Variable pay has evolved greatly over the past five to 10 years, and is expected to change more in the future. However, variable pay programs and changes to them have not occurred without challenges.
Prior to the 1970s, the concept of the annual bonus was primarily reserved for the executive level and based on discretionary payments for accomplishing individual objectives. The need for employers to better control their fixed costs led to variable pay in the broader workforce. Organizations also saw that these programs were effective in focusing employees on critical objectives, motivating the achievement of desired results, influencing the way they performed their work, and helping to better align programs and work efforts with the organization’s mission and strategy.
Variable pay has been on the leading edge of one of the foremost changes in compensation philosophy since formal compensation programs were introduced. It has been driven by shrinking expenditures on salary increases, rising cost of employee benefits, and large increases in funding and expenditures on broad-based employee bonuses. Since variable pay increases do not add to, or compound, future costs and are usually dependent on performance results, companies have expanded their overall compensation investment with greater spending on variable pay.
During the past 25 years, salary increase spending has been cut in half (from 5.5 to 2.8 percent of payroll), while funding for bonuses has tripled (from 4.2 to 12.8 percent of payroll), according to AON Hewitt surveys from 1990 to 2017. Variable pay has filled the gap this created in compensation growth.
The shift in spending from salary increases to variable pay has been in parallel with the expectation that bonus programs would become much more important for achieving pay for performance. Initially, broad-based bonus programs focused mostly on organizational goals. Profit-sharing and gain-sharing plans were early examples. In recent years, there has been a drive to create a stronger line of sight in variable pay plans by incorporating greater managerial discretion and a greater focus on individual performance.
Recent trends and approaches in variable pay programs show several future directions. Organizations will break away from one-size-fits-all plans to ones that have a small common enterprise-wide component and varying measures and weights intended to better measure the performance of a business unit, function or department. Calibrated plans will take the place of homogeneous plans, and we will see more winners and losers within the organization based on different levels of achievement.
Greater use of qualitative measures will also increase. Early generations of incentive plans relied heavily on quantitative measures. There is a growing recognition that critical outcomes and employee behaviors can be enticed by programs that do not use quantitative formulae. However, these qualitative measures may not be always precisely measured.
In the future, almost all variable pay programs will increase or decrease payouts based on individual performance achievement. In the next 5 to 10 years, this will become a mainstay in pay for performance plans.
Levels of spending on broad-based variable pay plans will also continue to increase as organizations expect it to continue to grow. This will most likely be the result of shifting funds from other rewards programs, such as salary growth and some benefits programs.

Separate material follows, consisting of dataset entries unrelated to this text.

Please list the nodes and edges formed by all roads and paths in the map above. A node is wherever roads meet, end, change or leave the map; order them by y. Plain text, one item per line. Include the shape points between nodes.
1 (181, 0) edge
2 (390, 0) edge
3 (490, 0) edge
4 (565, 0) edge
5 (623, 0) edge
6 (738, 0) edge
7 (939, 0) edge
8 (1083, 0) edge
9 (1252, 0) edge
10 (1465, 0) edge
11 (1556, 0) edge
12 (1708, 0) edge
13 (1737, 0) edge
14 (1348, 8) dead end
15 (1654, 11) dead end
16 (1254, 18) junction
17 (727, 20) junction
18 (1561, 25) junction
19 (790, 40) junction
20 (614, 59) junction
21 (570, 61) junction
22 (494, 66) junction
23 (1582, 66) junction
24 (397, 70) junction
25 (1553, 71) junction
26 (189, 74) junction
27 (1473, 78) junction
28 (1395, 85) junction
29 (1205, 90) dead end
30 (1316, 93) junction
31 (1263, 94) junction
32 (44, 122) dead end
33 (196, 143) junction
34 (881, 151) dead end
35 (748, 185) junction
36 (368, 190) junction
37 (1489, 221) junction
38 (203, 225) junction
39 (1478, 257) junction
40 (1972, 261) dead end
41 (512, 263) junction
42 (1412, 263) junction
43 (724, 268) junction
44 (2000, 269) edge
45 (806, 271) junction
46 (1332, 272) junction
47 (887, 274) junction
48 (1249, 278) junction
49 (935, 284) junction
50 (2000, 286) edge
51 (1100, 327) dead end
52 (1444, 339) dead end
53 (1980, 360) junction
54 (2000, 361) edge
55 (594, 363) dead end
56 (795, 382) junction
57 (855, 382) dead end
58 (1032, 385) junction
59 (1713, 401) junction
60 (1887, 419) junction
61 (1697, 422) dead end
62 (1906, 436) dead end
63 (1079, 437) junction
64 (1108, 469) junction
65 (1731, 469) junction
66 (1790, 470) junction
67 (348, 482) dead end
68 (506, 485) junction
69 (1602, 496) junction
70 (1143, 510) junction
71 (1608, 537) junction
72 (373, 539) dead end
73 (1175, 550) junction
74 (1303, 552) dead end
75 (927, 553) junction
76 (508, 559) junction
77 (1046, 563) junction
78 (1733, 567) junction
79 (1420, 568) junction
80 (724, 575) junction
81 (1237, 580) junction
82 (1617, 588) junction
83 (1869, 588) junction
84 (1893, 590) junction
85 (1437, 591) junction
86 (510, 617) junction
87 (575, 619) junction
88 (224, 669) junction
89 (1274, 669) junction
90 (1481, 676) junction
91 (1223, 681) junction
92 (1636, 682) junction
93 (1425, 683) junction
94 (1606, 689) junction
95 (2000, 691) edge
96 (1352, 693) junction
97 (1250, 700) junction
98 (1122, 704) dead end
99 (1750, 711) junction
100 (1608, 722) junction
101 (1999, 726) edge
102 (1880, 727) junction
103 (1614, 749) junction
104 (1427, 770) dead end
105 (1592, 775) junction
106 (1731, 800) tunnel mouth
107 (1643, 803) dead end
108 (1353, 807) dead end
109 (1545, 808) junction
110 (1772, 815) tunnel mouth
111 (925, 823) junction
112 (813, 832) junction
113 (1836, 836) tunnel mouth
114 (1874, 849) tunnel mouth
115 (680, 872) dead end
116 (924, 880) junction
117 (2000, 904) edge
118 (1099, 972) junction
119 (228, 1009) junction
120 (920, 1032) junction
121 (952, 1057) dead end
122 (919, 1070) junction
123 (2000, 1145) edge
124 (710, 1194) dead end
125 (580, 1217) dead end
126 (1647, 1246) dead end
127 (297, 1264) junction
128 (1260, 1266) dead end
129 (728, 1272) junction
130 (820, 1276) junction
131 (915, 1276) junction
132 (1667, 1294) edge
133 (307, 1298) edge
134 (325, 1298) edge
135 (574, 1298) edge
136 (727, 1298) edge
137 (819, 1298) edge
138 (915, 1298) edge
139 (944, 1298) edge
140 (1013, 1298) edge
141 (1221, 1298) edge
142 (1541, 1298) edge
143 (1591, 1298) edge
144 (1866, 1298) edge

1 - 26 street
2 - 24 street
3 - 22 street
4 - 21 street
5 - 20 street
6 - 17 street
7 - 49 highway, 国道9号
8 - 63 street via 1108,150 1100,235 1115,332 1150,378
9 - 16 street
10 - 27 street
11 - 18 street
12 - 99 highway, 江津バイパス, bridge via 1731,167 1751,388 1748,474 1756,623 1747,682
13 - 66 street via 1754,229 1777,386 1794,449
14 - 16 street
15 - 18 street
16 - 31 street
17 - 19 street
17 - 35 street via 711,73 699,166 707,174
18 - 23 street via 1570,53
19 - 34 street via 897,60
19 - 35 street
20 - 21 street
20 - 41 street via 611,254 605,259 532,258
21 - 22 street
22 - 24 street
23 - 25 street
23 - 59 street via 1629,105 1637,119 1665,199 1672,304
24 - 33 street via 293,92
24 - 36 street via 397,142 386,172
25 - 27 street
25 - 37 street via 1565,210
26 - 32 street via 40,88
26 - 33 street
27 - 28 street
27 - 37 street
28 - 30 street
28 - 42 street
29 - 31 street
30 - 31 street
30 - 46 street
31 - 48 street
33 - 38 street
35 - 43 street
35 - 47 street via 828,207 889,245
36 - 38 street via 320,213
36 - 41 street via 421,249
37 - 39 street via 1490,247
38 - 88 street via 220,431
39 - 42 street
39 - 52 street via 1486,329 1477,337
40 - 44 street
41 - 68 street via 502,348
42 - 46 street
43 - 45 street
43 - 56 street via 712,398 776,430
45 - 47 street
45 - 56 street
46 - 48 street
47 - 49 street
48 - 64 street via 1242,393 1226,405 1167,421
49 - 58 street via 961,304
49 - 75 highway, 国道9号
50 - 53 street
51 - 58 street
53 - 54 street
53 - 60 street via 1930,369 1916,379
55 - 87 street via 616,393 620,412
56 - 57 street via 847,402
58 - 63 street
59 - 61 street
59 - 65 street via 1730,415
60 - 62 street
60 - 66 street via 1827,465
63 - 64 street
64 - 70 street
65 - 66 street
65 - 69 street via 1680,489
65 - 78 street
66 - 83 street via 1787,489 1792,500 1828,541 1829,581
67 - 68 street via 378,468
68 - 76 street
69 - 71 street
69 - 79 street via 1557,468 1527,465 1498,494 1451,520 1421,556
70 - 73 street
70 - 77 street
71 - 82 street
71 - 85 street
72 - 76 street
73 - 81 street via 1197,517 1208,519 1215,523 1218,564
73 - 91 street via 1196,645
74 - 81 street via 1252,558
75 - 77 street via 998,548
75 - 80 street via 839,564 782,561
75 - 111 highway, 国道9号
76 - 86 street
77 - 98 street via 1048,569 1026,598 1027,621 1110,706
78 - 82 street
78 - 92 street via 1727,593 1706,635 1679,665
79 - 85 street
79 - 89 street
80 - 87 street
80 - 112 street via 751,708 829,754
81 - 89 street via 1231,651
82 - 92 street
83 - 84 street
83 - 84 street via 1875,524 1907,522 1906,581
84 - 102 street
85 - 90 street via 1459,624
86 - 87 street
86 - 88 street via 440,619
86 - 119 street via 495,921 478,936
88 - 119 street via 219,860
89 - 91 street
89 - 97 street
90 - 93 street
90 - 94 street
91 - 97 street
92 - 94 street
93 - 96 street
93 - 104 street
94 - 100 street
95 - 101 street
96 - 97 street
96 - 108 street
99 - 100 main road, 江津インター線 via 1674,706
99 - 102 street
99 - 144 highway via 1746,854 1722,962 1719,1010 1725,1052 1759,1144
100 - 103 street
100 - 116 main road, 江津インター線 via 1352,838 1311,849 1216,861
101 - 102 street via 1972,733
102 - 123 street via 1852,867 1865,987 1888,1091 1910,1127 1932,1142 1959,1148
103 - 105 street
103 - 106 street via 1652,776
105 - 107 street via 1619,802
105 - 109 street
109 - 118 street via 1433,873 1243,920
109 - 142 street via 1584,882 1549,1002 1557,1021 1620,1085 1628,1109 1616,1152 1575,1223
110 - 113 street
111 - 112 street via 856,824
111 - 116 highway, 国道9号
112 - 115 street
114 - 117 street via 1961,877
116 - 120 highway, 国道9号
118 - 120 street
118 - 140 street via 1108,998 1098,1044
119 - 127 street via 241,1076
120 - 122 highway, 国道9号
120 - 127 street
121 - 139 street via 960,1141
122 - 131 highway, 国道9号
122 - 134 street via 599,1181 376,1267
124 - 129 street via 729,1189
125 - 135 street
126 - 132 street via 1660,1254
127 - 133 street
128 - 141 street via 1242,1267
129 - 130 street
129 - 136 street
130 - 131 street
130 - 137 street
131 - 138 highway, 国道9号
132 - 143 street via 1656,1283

Variable pay programs have their difficulties. Many organizations struggle to identify the right measures and weightings. Some have too many measures, which leads to diluting their relevance. Some have too strong a reliance on quantitative goals, where measuring outcomes qualitatively may better represent the organization’s strategic goals. And some are stuck on historical measures that have been used in the past and are unwilling to give them up.
More organizations are implementing an individual pay for performance component to their programs. But according to the recent AON Hewitt survey, employers have had no greater success in differentiating rewards by performance level than what they have experienced with their salary programs. The keys to successfully implementing a pay for performance component of variable pay plans is the quality of goal setting, manager training and accountability for differentiating, and the ability to define differences in employee performance.
Effective communication of variable pay continues to be an area of difficulty for organizations. Employees must know what is expected of them, and it should occur at the beginning of the planned year. Additionally, it is critical that employees receive feedback throughout the year. Furthermore, periodic feedback of results vs. organization-wide goals should occur at least quarterly.
Evolving Role of Variable Pay. In the past two decades, variable pay has gone from applying to only the top executives to the primary driver of pay for performance for all employees in the organization. The concepts of variable pay continue to evolve as organizations push them down further in the organization. What will not change is the growing importance of variable pay and the expectation for shaping employee behaviors and motivating the achievement of key business outcomes.